Automattic's 'Code for the People' documentary frames the open internet as a fight worth winning

A new documentary backed by Automattic argues that walled gardens and black-box AI are pushing the open web toward a tipping point — and that users, not regulators, need to show up.

A frame from Automattic's documentary 'Code for the People,' screened in New York. Variety

On Tuesday evening in New York, Automattic, the company behind WordPress.com and a constellation of publishing tools, hosted a screening of Code for the People, a feature-length documentary that opens with an unlikely premise: the most consequential political fight of the next decade may not be waged in Washington or Brussels but inside the terms-of-service menus of a handful of consumer apps. The film, covered in detail by Variety on 8 July 2026, is framed as a rallying cry for ordinary users to push back against walled-garden platforms and the opaque artificial-intelligence systems that increasingly sit on top of them.
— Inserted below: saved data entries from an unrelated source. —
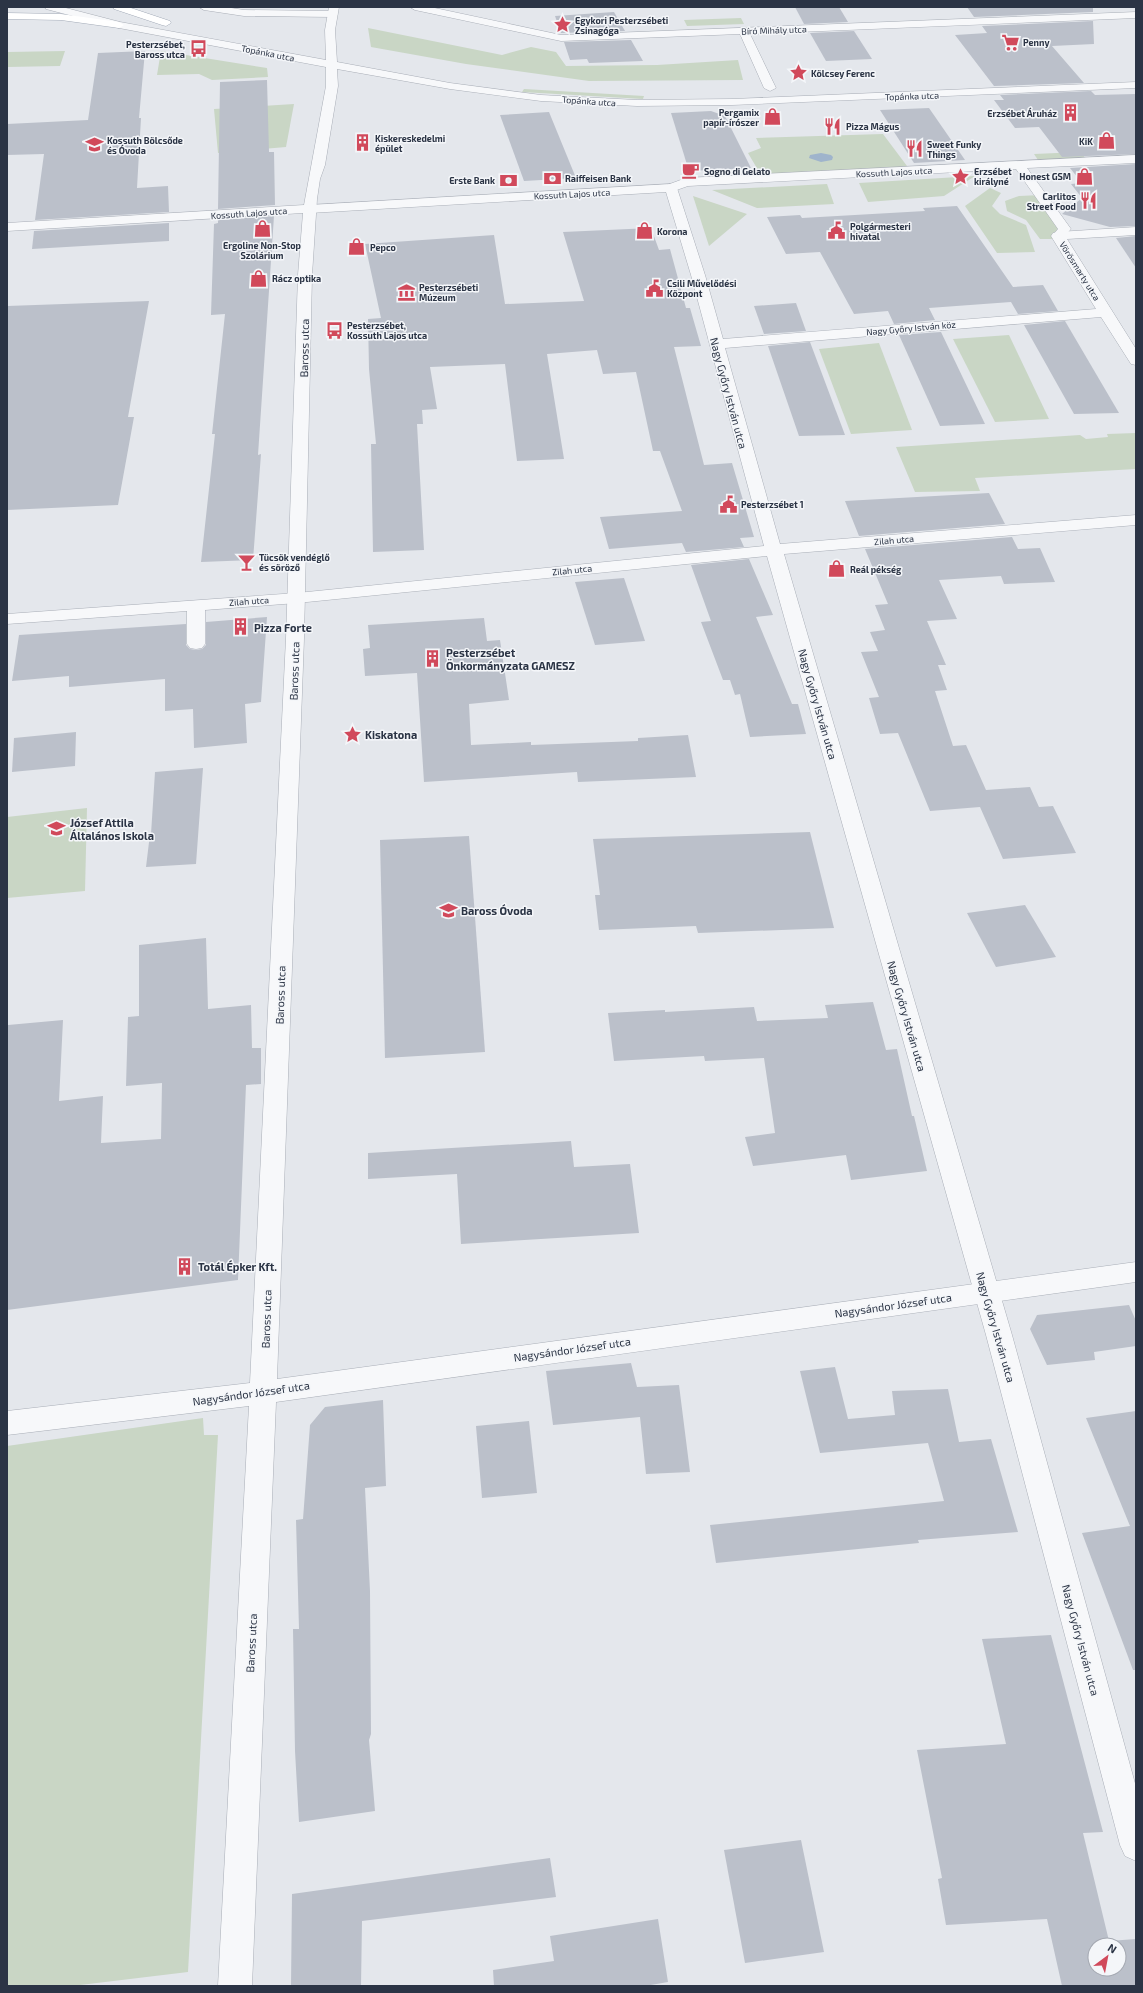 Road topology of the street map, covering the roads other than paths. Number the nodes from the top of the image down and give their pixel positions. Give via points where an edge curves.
1 (50, 7) edge
2 (86, 7) edge
3 (118, 7) edge
4 (204, 7) edge
5 (415, 7) edge
6 (333, 11) edge
7 (1136, 15) edge
8 (7, 16) edge
9 (166, 24) junction
10 (118, 25) junction
11 (744, 32) junction
12 (332, 60) junction
13 (1136, 85) edge
14 (784, 87) dead end
15 (770, 88) junction
16 (755, 89) dead end
17 (734, 90) dead end
18 (1136, 159) edge
19 (1020, 166) junction
20 (671, 188) junction
21 (310, 209) junction
22 (7, 227) edge
23 (1136, 231) edge
24 (1058, 236) junction
25 (1106, 312) junction
26 (716, 344) junction
27 (1136, 361) edge
28 (1136, 520) edge
29 (774, 550) junction
30 (297, 598) junction
31 (196, 605) junction
32 (7, 618) edge
33 (196, 644) dead end
34 (1136, 1272) edge
35 (985, 1292) junction
36 (263, 1392) junction
37 (7, 1423) edge
38 (1136, 1845) edge
39 (235, 1986) edge

1 - 10 street, Topánka utca
2 - 9 street, Topánka utca
3 - 9 main road
4 - 6 street via 244,14
5 - 11 street, Bíró Mihály utca via 561,38
6 - 12 street, Baross utca via 330,30
7 - 11 street, Bíró Mihály utca
8 - 10 main road via 61,17
9 - 12 street, Topánka utca
10 - 12 street, Topánka utca
11 - 15 street
12 - 13 street, Topánka utca via 492,92 637,104
12 - 17 street, Topánka utca via 535,87 643,93
12 - 21 street, Baross utca via 332,86 326,128
14 - 15 street
15 - 16 street
18 - 19 street, Kossuth Lajos utca
19 - 20 street, Kossuth Lajos utca via 686,182
19 - 24 street, Vörösmarty utca via 1065,229
20 - 21 street, Kossuth Lajos utca
20 - 26 street, Nagy Győry István utca
21 - 22 street, Kossuth Lajos utca
21 - 30 street, Baross utca via 305,275
23 - 24 street
24 - 25 street, Vörösmarty utca
25 - 26 street, Nagy Győry István köz
25 - 27 street, Vörösmarty utca
26 - 29 street, Nagy Győry István utca
28 - 29 street, Zilah utca
29 - 30 street, Zilah utca
29 - 35 street, Nagy Győry István utca
30 - 31 street, Zilah utca
30 - 36 street, Baross utca
31 - 32 street, Zilah utca
31 - 33 street
34 - 35 street, Nagysándor József utca
35 - 36 street, Nagysándor József utca
35 - 38 street, Nagy Győry István utca via 999,1335
36 - 37 street, Nagysándor József utca
36 - 39 street, Baross utca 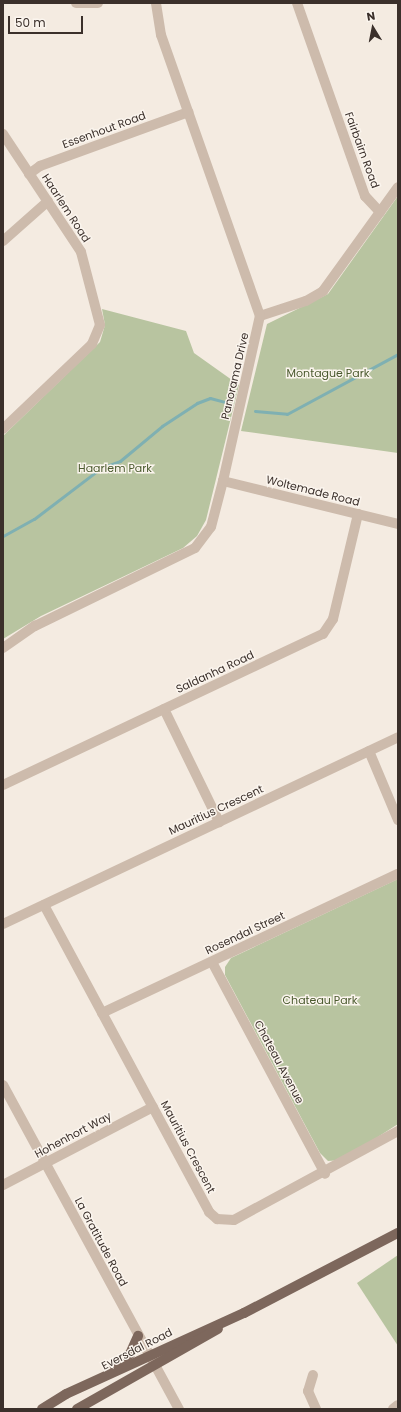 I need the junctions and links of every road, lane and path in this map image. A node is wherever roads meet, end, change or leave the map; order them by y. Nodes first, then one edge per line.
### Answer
1 (76, 3) edge
2 (98, 3) edge
3 (156, 3) edge
4 (297, 3) edge
5 (188, 112) junction
6 (3, 134) edge
7 (29, 174) junction
8 (398, 187) edge
9 (48, 201) junction
10 (380, 212) junction
11 (3, 241) edge
12 (260, 316) junction
13 (3, 429) edge
14 (223, 482) junction
15 (358, 514) junction
16 (398, 524) edge
17 (3, 648) edge
18 (164, 709) junction
19 (398, 737) edge
20 (369, 751) junction
21 (3, 784) edge
22 (398, 820) edge
23 (219, 822) junction
24 (398, 874) edge
25 (44, 905) junction
26 (3, 924) edge
27 (212, 962) junction
28 (102, 1014) junction
29 (3, 1085) edge
30 (153, 1107) junction
31 (398, 1131) edge
32 (45, 1163) junction
33 (325, 1174) junction
34 (3, 1185) edge
35 (398, 1233) edge
36 (244, 1313) junction
37 (138, 1336) junction
38 (150, 1356) junction
39 (156, 1367) junction
40 (313, 1376) dead end
41 (66, 1394) junction
42 (398, 1406) edge
43 (42, 1409) edge
44 (77, 1409) edge
45 (179, 1409) edge
46 (316, 1409) edge
47 (393, 1409) edge

1 - 2 street
3 - 5 street
4 - 10 street, Fairbairn Road
5 - 7 street, Essenhout Road
5 - 12 street
6 - 7 street, Haarlem Road
7 - 9 street, Haarlem Road
8 - 10 street
9 - 11 street
9 - 13 street, Haarlem Road
10 - 12 street
12 - 14 street, Panorama Drive
14 - 15 street, Woltemade Road
14 - 17 street, Panorama Drive
15 - 16 street, Woltemade Road
15 - 18 street, Saldanha Road
18 - 21 street, Saldanha Road
18 - 23 street
19 - 20 street, Mauritius Crescent
20 - 22 street
20 - 23 street, Mauritius Crescent
23 - 25 street, Mauritius Crescent
24 - 27 street, Rosendal Street
25 - 26 street, Mauritius Crescent
25 - 28 street, Mauritius Crescent
27 - 28 street, Rosendal Street
27 - 33 street, Chateau Avenue
28 - 30 street, Mauritius Crescent
29 - 32 street, La Gratitude Road
30 - 32 street, Hohenhort Way
30 - 33 street, Mauritius Crescent
31 - 33 street, Mauritius Crescent
32 - 34 street, Hohenhort Way
32 - 37 street, La Gratitude Road
35 - 36 main road, Eversdal Road
36 - 38 main road, Eversdal Road
36 - 39 main road, Eversdal Road
37 - 38 street, La Gratitude Road
37 - 41 main road
38 - 39 street, La Gratitude Road
38 - 41 main road, Eversdal Road
39 - 44 main road, Eversdal Road
39 - 45 street, La Gratitude Road
40 - 46 street
41 - 43 main road, Eversdal Road
42 - 47 street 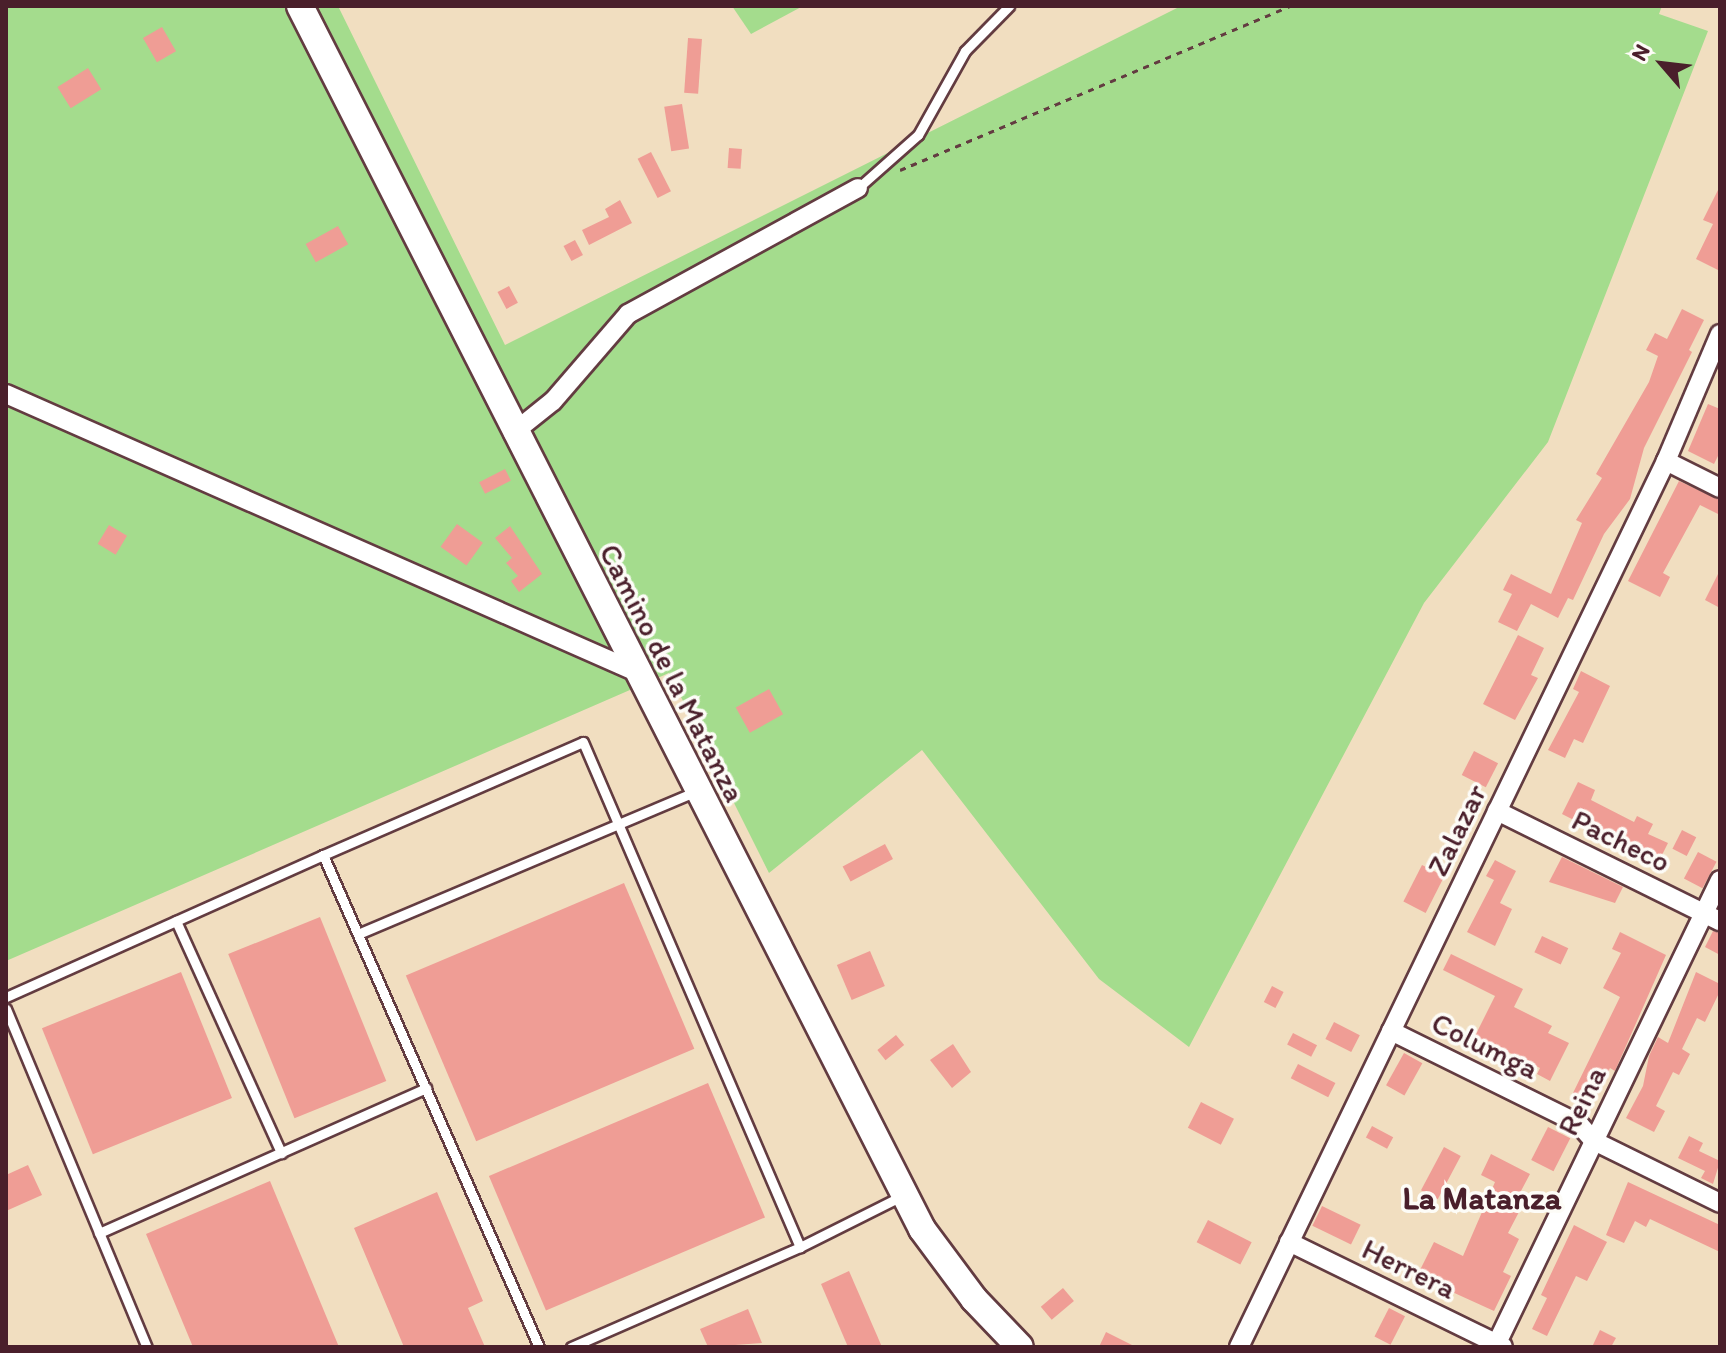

The pitch, in plain terms, is that the open web is being hollowed out faster than most users notice, and that the only constituency with enough leverage to push back is the public itself — the people who, by clicking, scrolling and uploading, generate the data and attention that everything else is built on. The film lands as Automattic's founder Matt Mullenweg has spent the better part of 2025 and 2026 publicly feuding with hosting providers and AI crawlers that the company accuses of stripping content without compensation. It is also the first major Automattic-branded cultural product positioned explicitly at consumers, not developers.

What the documentary actually argues

The film's central claim, as Variety sets it out, is that the threats to the open internet now come from two directions at once. The first is the familiar consolidation story: a small group of consumer platforms operating walled gardens that control user data, limit interoperability and capture most of the downstream advertising and commerce revenue. The second is newer and less well mapped: the proliferation of "black-box" AI systems that ingest publicly available web content to train models whose outputs are then monetised by a narrow set of well-capitalised firms. Together, the film argues, these two trends are converting the web from a public commons into something closer to a privately policed utility.

The documentary positions the open web as a civic infrastructure — closer to a road network or a public library system than to a media product — and treats the current moment as analogous to earlier fights over municipal broadband, net neutrality or, more distantly, the layout of radio spectrum. Variety's writeup underscores that the film is not pitched at policy specialists; it is built for a general audience and uses the format of a rallying cry rather than a regulatory blueprint.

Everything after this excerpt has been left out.